O ROSTO DESAPARECIDO
Já tive a tristeza de olhar alguns amigos queridos no caixão, pálidos, cobertos de flores. Eu não reconheci nenhum deles. Sempre levei um susto, como se eu tivesse entrado no velório errado.A morte modifica o rosto, a ponto dele ficar irreconhecível. O rosto do morto não é o rosto de quem dorme. A face adormecida ainda é bonita, com a respiração bombeando a tez da pele. Durante o sono, nossos traços têm o contorno do lápis e a tridimensionalidade da luz.
O rosto do morto é impessoal, uma máscara de gesso, uma moldura barroca numa tela em branco, uma dor sem grito e sem socorro.
Antes acreditava que não havia olhado bem o meu amigo em nossos encontros, não gravei as suas nuances, pois ele me parecia distinto. Depois fui aceitando a ideia de que o fim transfigura a identidade. Aquele não era mais o meu amigo. Nem um gêmeo extraviado de meu amigo. Meu amigo não estava mais ali como eu o conhecia dentro da alegria. Toda morte troca o corpo. Nascemos e morremos em corpos diferentes.
Havia um estranho em seu lugar: feição sugada, queixo contraído, lábios menores do que o hábito da fala.

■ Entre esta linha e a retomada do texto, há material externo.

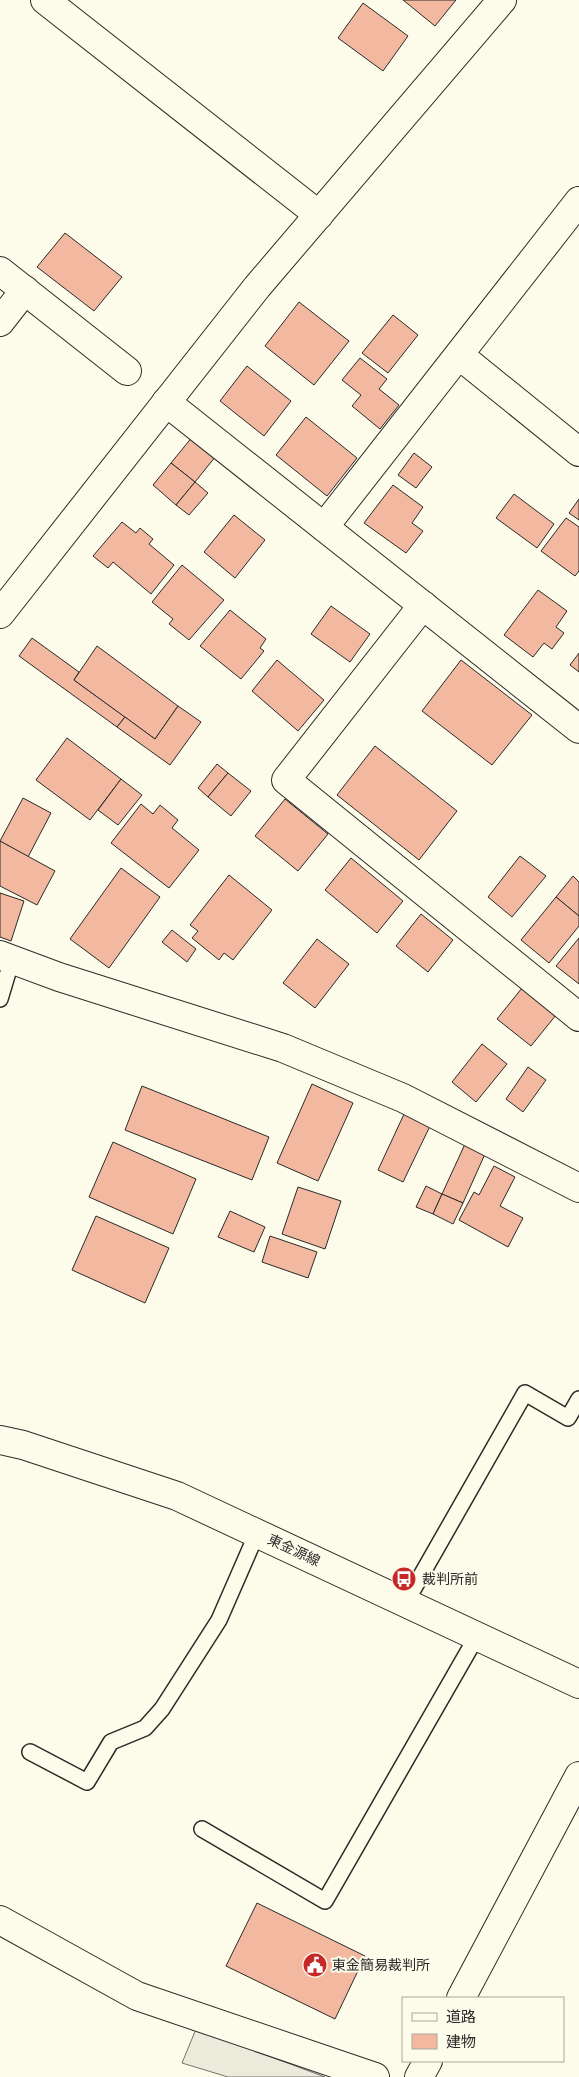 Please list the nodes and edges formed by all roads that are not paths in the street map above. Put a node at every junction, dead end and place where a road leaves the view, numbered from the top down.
1 (45, 0) edge
2 (502, 0) edge
3 (579, 202) edge
4 (319, 215) junction
5 (0, 270) edge
6 (25, 290) junction
7 (0, 322) edge
8 (459, 355) junction
9 (127, 371) dead end
10 (166, 402) junction
11 (579, 452) edge
12 (324, 527) junction
13 (423, 605) junction
14 (0, 614) edge
15 (579, 729) edge
16 (6, 957) edge
17 (0, 999) edge
18 (579, 1017) edge
19 (579, 1188) edge
20 (579, 1399) edge
21 (0, 1440) edge
22 (257, 1533) junction
23 (406, 1602) junction
24 (477, 1636) junction
25 (579, 1684) edge
26 (30, 1752) dead end
27 (579, 1776) edge
28 (202, 1829) dead end
29 (0, 1920) edge
30 (462, 1997) edge
31 (427, 2062) edge
32 (375, 2077) edge
33 (419, 2077) edge

1 - 4 street
2 - 4 street
3 - 8 street
4 - 10 street
5 - 6 street
6 - 7 street
6 - 9 street
8 - 11 street
8 - 12 street
10 - 12 street
10 - 14 street
12 - 13 street
13 - 15 street
13 - 18 street
16 - 17 lane
16 - 19 street
20 - 23 lane
21 - 22 street, 東金源線
22 - 23 street, 東金源線
22 - 26 lane
23 - 24 street, 東金源線
24 - 25 street, 東金源線
24 - 28 lane
27 - 30 street
29 - 32 street
31 - 33 street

O choro vem porque nunca mais o verei, é a prova de que não mais o verei.
Até o morto não está em seu enterro - concluo, assoberbado. Chora-se pela sua lembrança mais do que pela referência presente daquele lugar sombrio de castiçais.
A impressão é que estou diante de um berço de madeira e ele se apequenou, regrediu de tamanho, tornou-se um bebê adulto, de colo. Na morte, somos pequenos e encolhidos, longe da imponência do movimento.
O que me confere a certeza de que temos um espírito nos aquecendo pelo interior dos músculos, temos um sopro milagroso e extraordinário dentro da gente, um vento divino de sentido.
A diferença entre o vivo e o morto é a alma. Quando a alma sobe, não resta mais nada. Por mais que a saudade procure forçar os olhos.